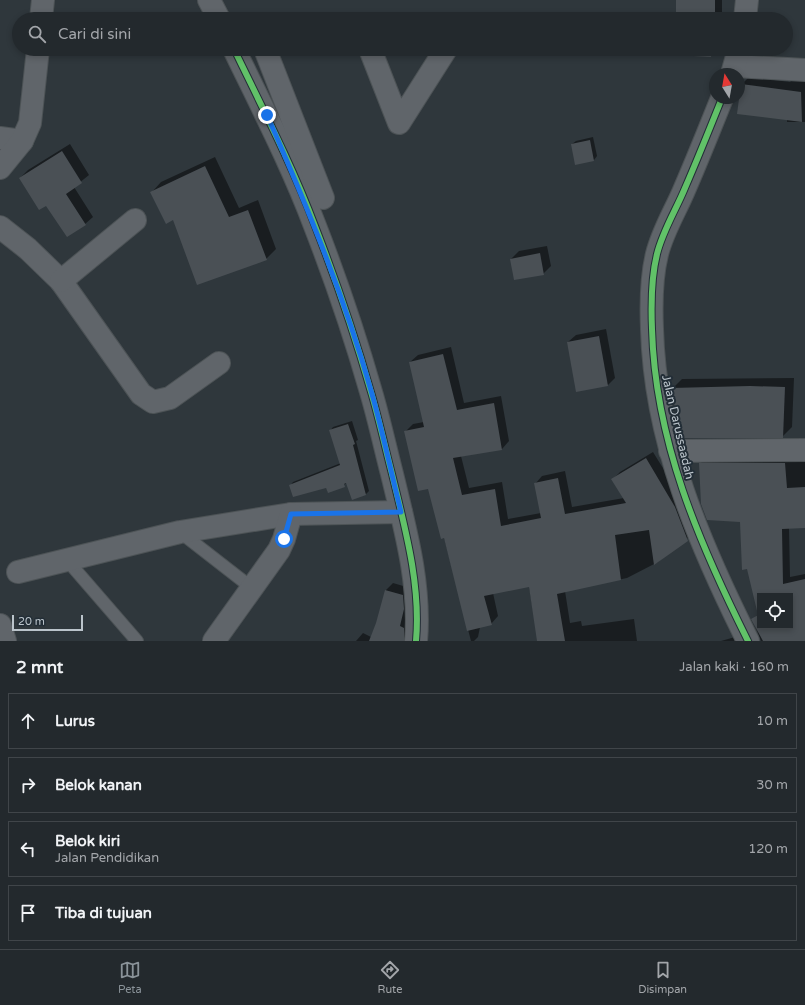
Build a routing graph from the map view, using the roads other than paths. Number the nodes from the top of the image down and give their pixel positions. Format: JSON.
{"nodes":[{"id":1,"x":43,"y":0,"type":"edge"},
{"id":2,"x":209,"y":0,"type":"edge"},
{"id":3,"x":747,"y":0,"type":"edge"},
{"id":4,"x":42,"y":12,"type":"edge"},
{"id":5,"x":215,"y":12,"type":"edge"},
{"id":6,"x":746,"y":12,"type":"edge"},
{"id":7,"x":37,"y":56,"type":"edge"},
{"id":8,"x":237,"y":56,"type":"edge"},
{"id":9,"x":268,"y":56,"type":"edge"},
{"id":10,"x":373,"y":56,"type":"edge"},
{"id":11,"x":442,"y":56,"type":"edge"},
{"id":12,"x":735,"y":63,"type":"edge"},
{"id":13,"x":805,"y":70,"type":"edge"},
{"id":14,"x":720,"y":104,"type":"edge"},
{"id":15,"x":0,"y":138,"type":"edge"},
{"id":16,"x":22,"y":141,"type":"junction"},
{"id":17,"x":0,"y":168,"type":"edge"},
{"id":18,"x":323,"y":198,"type":"dead end"},
{"id":19,"x":135,"y":220,"type":"dead end"},
{"id":20,"x":0,"y":227,"type":"edge"},
{"id":21,"x":62,"y":282,"type":"junction"},
{"id":22,"x":219,"y":363,"type":"dead end"},
{"id":23,"x":805,"y":450,"type":"edge"},
{"id":24,"x":670,"y":451,"type":"junction"},
{"id":25,"x":401,"y":512,"type":"junction"},
{"id":26,"x":291,"y":514,"type":"junction"},
{"id":27,"x":180,"y":532,"type":"junction"},
{"id":28,"x":66,"y":559,"type":"junction"},
{"id":29,"x":18,"y":572,"type":"dead end"},
{"id":30,"x":252,"y":588,"type":"junction"},
{"id":31,"x":0,"y":625,"type":"edge"},
{"id":32,"x":5,"y":641,"type":"edge"},
{"id":33,"x":137,"y":641,"type":"edge"},
{"id":34,"x":214,"y":641,"type":"edge"},
{"id":35,"x":416,"y":641,"type":"edge"},
{"id":36,"x":748,"y":641,"type":"edge"}],
"edges":[{"from":1,"to":4,"type":"street"},
{"from":2,"to":5,"type":"street"},
{"from":3,"to":6,"type":"street"},
{"from":7,"to":16,"type":"street"},
{"from":8,"to":25,"type":"street"},
{"from":9,"to":18,"type":"street"},
{"from":10,"to":11,"type":"street"},
{"from":12,"to":13,"type":"street"},
{"from":14,"to":24,"type":"street","name":"Jalan Darussaadah"},
{"from":15,"to":16,"type":"street"},
{"from":16,"to":17,"type":"street"},
{"from":19,"to":21,"type":"street"},
{"from":20,"to":21,"type":"street"},
{"from":21,"to":22,"type":"street"},
{"from":23,"to":24,"type":"street"},
{"from":24,"to":36,"type":"street","name":"Jalan Darussaadah"},
{"from":25,"to":26,"type":"street"},
{"from":25,"to":35,"type":"street"},
{"from":26,"to":27,"type":"street"},
{"from":26,"to":30,"type":"street"},
{"from":27,"to":28,"type":"street"},
{"from":27,"to":30,"type":"lane"},
{"from":28,"to":29,"type":"street"},
{"from":28,"to":33,"type":"lane"},
{"from":30,"to":34,"type":"street"},
{"from":31,"to":32,"type":"street"}]}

ASSIGNMENT -> Repeat the records above word for word, apart from the pictures.

ANSWER SPACE ->
Build a routing graph from the map view, using the roads other than paths. Number the nodes from the top of the image down and give their pixel positions. Format: JSON.
{"nodes":[{"id":1,"x":43,"y":0,"type":"edge"},
{"id":2,"x":209,"y":0,"type":"edge"},
{"id":3,"x":747,"y":0,"type":"edge"},
{"id":4,"x":42,"y":12,"type":"edge"},
{"id":5,"x":215,"y":12,"type":"edge"},
{"id":6,"x":746,"y":12,"type":"edge"},
{"id":7,"x":37,"y":56,"type":"edge"},
{"id":8,"x":237,"y":56,"type":"edge"},
{"id":9,"x":268,"y":56,"type":"edge"},
{"id":10,"x":373,"y":56,"type":"edge"},
{"id":11,"x":442,"y":56,"type":"edge"},
{"id":12,"x":735,"y":63,"type":"edge"},
{"id":13,"x":805,"y":70,"type":"edge"},
{"id":14,"x":720,"y":104,"type":"edge"},
{"id":15,"x":0,"y":138,"type":"edge"},
{"id":16,"x":22,"y":141,"type":"junction"},
{"id":17,"x":0,"y":168,"type":"edge"},
{"id":18,"x":323,"y":198,"type":"dead end"},
{"id":19,"x":135,"y":220,"type":"dead end"},
{"id":20,"x":0,"y":227,"type":"edge"},
{"id":21,"x":62,"y":282,"type":"junction"},
{"id":22,"x":219,"y":363,"type":"dead end"},
{"id":23,"x":805,"y":450,"type":"edge"},
{"id":24,"x":670,"y":451,"type":"junction"},
{"id":25,"x":401,"y":512,"type":"junction"},
{"id":26,"x":291,"y":514,"type":"junction"},
{"id":27,"x":180,"y":532,"type":"junction"},
{"id":28,"x":66,"y":559,"type":"junction"},
{"id":29,"x":18,"y":572,"type":"dead end"},
{"id":30,"x":252,"y":588,"type":"junction"},
{"id":31,"x":0,"y":625,"type":"edge"},
{"id":32,"x":5,"y":641,"type":"edge"},
{"id":33,"x":137,"y":641,"type":"edge"},
{"id":34,"x":214,"y":641,"type":"edge"},
{"id":35,"x":416,"y":641,"type":"edge"},
{"id":36,"x":748,"y":641,"type":"edge"}],
"edges":[{"from":1,"to":4,"type":"street"},
{"from":2,"to":5,"type":"street"},
{"from":3,"to":6,"type":"street"},
{"from":7,"to":16,"type":"street"},
{"from":8,"to":25,"type":"street"},
{"from":9,"to":18,"type":"street"},
{"from":10,"to":11,"type":"street"},
{"from":12,"to":13,"type":"street"},
{"from":14,"to":24,"type":"street","name":"Jalan Darussaadah"},
{"from":15,"to":16,"type":"street"},
{"from":16,"to":17,"type":"street"},
{"from":19,"to":21,"type":"street"},
{"from":20,"to":21,"type":"street"},
{"from":21,"to":22,"type":"street"},
{"from":23,"to":24,"type":"street"},
{"from":24,"to":36,"type":"street","name":"Jalan Darussaadah"},
{"from":25,"to":26,"type":"street"},
{"from":25,"to":35,"type":"street"},
{"from":26,"to":27,"type":"street"},
{"from":26,"to":30,"type":"street"},
{"from":27,"to":28,"type":"street"},
{"from":27,"to":30,"type":"lane"},
{"from":28,"to":29,"type":"street"},
{"from":28,"to":33,"type":"lane"},
{"from":30,"to":34,"type":"street"},
{"from":31,"to":32,"type":"street"}]}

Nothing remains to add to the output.